THE EVOLUTION OF COLONIES.
By JAMES COLLIER.
III.—IMMIGRANTS AND INDIGENES.

FROM the simplest plant to the heart and brain of the world's-L chief denizen the organic kingdoms are the prey of a myriad parasites. These are outsiders and insiders, living in or upon the skin of their host, or burying themselves in its cavities and tissues, bones and vital organs. They are strongest and most numerous in the lower species, which can offer least resistance. If the Epizoa are sometimes accidentally useful, the class as a whole is injurious. But they are not less destructive to themselves. They sink in the scale of being through atrophy of their parts till they are no longer recognizable.
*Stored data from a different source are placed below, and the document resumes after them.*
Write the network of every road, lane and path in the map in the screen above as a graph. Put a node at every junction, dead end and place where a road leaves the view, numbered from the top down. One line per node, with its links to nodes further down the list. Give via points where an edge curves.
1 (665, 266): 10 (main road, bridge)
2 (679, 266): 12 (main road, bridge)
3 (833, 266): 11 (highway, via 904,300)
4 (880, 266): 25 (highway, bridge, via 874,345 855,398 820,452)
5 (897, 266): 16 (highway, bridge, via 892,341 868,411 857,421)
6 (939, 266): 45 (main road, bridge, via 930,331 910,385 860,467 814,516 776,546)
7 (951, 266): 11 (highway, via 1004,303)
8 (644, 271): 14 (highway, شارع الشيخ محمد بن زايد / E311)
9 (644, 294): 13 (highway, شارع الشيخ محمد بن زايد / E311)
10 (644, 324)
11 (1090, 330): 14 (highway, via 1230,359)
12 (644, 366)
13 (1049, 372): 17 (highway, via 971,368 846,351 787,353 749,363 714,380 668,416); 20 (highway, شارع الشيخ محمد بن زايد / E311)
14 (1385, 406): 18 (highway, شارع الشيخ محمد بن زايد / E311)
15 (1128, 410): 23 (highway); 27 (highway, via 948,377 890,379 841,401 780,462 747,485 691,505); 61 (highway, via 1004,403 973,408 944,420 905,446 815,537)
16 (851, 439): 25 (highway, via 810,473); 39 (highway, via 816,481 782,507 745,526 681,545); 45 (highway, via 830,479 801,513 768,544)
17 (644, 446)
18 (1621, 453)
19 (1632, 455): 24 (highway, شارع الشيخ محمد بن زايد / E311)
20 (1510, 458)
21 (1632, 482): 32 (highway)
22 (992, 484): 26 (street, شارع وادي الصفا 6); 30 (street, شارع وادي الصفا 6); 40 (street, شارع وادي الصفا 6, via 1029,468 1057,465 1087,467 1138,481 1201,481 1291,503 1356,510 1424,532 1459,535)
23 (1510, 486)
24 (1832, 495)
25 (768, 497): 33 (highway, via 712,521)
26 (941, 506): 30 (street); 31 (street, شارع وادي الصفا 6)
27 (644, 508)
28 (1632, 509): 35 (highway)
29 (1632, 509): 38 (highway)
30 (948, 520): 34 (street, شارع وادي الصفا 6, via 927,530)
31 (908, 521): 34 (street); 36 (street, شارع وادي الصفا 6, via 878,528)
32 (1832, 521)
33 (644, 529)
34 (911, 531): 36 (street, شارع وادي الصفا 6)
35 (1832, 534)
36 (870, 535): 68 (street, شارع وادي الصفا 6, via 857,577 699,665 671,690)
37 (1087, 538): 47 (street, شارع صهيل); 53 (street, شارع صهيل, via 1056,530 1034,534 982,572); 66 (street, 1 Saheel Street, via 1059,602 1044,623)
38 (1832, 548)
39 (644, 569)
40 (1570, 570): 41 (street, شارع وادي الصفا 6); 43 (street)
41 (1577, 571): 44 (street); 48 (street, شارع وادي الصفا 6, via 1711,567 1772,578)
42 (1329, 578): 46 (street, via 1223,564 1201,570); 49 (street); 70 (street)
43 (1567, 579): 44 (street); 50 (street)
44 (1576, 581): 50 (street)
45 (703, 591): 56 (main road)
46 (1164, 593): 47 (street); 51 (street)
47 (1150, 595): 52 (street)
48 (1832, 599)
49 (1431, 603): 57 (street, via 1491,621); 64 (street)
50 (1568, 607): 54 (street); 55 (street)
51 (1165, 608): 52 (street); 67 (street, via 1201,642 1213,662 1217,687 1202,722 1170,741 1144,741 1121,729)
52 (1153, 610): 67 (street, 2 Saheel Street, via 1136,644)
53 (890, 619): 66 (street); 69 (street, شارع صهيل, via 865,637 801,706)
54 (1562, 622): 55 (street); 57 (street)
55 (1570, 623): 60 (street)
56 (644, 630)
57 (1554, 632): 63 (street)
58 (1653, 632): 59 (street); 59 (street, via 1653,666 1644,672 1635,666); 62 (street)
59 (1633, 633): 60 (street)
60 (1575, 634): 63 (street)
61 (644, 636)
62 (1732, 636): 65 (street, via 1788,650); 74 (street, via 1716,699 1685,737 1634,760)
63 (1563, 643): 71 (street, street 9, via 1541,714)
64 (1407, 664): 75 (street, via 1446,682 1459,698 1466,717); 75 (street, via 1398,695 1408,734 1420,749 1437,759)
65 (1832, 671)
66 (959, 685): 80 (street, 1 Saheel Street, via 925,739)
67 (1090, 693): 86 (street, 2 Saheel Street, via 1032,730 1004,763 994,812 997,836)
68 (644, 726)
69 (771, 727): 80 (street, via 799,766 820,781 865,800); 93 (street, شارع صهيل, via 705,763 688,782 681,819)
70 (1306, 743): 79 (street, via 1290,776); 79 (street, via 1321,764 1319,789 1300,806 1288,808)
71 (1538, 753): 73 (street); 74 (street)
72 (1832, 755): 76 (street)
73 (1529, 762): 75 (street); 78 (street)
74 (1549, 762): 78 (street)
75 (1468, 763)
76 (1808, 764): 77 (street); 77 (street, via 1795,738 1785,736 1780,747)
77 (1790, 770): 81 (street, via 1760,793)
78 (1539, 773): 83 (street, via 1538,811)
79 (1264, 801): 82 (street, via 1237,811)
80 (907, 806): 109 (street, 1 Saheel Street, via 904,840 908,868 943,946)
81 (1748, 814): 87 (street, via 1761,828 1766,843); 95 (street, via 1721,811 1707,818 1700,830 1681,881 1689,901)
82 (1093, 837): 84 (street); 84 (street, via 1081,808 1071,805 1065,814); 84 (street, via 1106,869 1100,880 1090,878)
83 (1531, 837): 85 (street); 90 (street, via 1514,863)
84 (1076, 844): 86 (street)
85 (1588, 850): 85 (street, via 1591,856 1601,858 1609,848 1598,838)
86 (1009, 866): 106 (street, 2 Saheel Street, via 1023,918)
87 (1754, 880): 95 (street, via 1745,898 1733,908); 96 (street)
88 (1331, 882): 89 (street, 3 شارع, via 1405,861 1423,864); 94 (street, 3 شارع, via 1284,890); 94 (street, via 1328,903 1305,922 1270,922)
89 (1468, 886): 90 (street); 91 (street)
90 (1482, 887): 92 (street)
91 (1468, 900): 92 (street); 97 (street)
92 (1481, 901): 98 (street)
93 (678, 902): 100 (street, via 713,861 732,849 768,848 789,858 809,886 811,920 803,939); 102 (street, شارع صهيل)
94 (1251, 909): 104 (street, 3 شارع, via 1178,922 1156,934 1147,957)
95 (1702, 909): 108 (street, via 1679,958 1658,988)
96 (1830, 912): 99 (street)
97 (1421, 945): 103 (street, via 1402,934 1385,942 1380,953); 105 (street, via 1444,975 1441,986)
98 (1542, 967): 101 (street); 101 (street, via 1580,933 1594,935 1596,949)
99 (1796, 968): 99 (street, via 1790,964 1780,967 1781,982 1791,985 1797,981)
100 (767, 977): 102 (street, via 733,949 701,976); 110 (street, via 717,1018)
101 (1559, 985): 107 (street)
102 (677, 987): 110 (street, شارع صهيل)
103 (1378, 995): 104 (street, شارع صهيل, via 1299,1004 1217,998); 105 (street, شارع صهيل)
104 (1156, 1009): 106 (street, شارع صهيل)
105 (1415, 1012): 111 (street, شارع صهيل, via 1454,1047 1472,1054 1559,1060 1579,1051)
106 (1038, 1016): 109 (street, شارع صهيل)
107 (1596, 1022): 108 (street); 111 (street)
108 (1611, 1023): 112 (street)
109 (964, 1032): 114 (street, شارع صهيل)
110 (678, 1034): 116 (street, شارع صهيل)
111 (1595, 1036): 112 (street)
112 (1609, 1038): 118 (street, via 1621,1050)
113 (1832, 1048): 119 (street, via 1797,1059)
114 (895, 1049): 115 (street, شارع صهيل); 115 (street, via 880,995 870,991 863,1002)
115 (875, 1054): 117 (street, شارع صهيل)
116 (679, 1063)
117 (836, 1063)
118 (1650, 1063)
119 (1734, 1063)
What is the sociological significance of this strange blot on the face of Nature? It has been ingeniously suggested[1] that parasitism is the insurrection of the vanquished lowest species against the higher species that have supplanted them in the possession of the earth; and the view may be found as philosophical as it is picturesque.

Commensalism arises when, besides living by their means, if no longer at their cost, the inferior species render a service to the superior. Certain crustaceans eat the excrement of fishes, and thus purify the water. One species of birds hunts parasites in the crocodile's throat, another clears the elephant's back of them. The scavenger vulture and hyena banquet on the remains of the carnivore's feast. The struggle for existence between two species, direct in parasitism, is indirect in commensalism.
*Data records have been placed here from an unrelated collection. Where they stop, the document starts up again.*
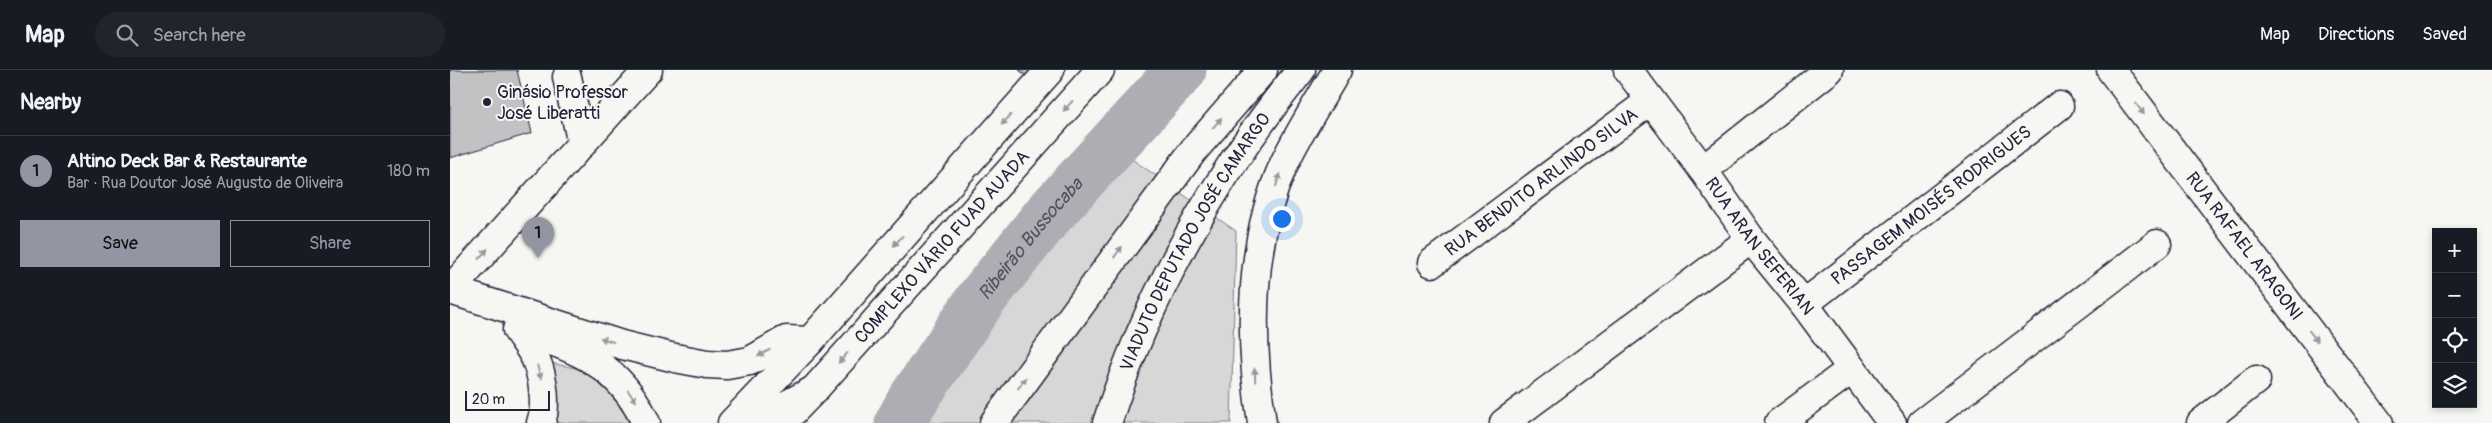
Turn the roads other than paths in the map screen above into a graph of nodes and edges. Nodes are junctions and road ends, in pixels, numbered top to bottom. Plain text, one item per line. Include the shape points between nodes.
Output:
1 (648, 70) edge
2 (1050, 70) edge
3 (1100, 70) edge
4 (1263, 70) edge
5 (1301, 70) edge
6 (1337, 70) edge
7 (1628, 70) edge
8 (1829, 70) edge
9 (2111, 70) edge
10 (567, 77) dead end
11 (1650, 101) junction
12 (2059, 106) dead end
13 (582, 144) junction
14 (1703, 170) junction
15 (1751, 239) junction
16 (2157, 244) dead end
17 (1432, 263) dead end
18 (450, 290) edge
19 (1804, 304) junction
20 (517, 330) junction
21 (810, 340) junction
22 (1852, 369) junction
23 (2256, 380) dead end
24 (814, 390) junction
25 (541, 423) edge
26 (646, 423) edge
27 (732, 423) edge
28 (752, 423) edge
29 (782, 423) edge
30 (994, 423) edge
31 (1107, 423) edge
32 (1262, 423) edge
33 (1504, 423) edge
34 (1779, 423) edge
35 (1892, 423) edge
36 (1922, 423) edge
37 (2201, 423) edge
38 (2379, 423) edge

1 - 13 main road
2 -> 21 main road
3 -> 24 main road, COMPLEXO VÁRIO FUAD AUADA
30 -> 4 main road via 1194,151
5 - 31 main road, VIADUTO DEPUTADO JOSÉ CAMARGO via 1209,198 1151,309
32 -> 6 main road via 1255,382 1253,286 1266,220 1283,166
7 - 11 main road, RUA ARAN SEFERIAN
8 - 14 main road
9 -> 38 main road, RUA RAFAEL ARAGONI
10 - 13 main road
11 - 14 main road, RUA ARAN SEFERIAN
11 - 17 main road, RUA BENDITO ARLINDO SILVA
12 - 19 main road, PASSAGEM MOISÉS RODRIGUES
18 -> 13 main road
14 - 15 main road, RUA ARAN SEFERIAN
15 - 19 main road, RUA ARAN SEFERIAN
15 - 33 main road
16 - 36 main road
18 - 20 main road via 467,311
21 -> 18 main road via 786,340 750,361 707,364 622,345
19 - 22 main road, RUA ARAN SEFERIAN
20 -> 25 main road via 536,360 542,381
20 -> 26 main road via 583,353 615,376 636,401
21 - 27 main road
22 - 34 main road
22 - 35 main road, RUA ARAN SEFERIAN
23 - 37 main road
24 - 28 main road
24 - 29 main road, COMPLEXO VÁRIO FUAD AUADA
Rivalry gives place to coalition. Different species of birds ally for safety. The sentinel ostrich warns troops of gazelles, zebras, and quaggas. Conversely, the Abyssinian damon unconsciously protects the lizard and ichneumon. Mutualism is a prophecy of the coexistence of alien peoples.

These three types of relationship among animals—parasitism,


  1. By M. Alfred Espinas. Sociétés animales, first edition, pp. 21, 22.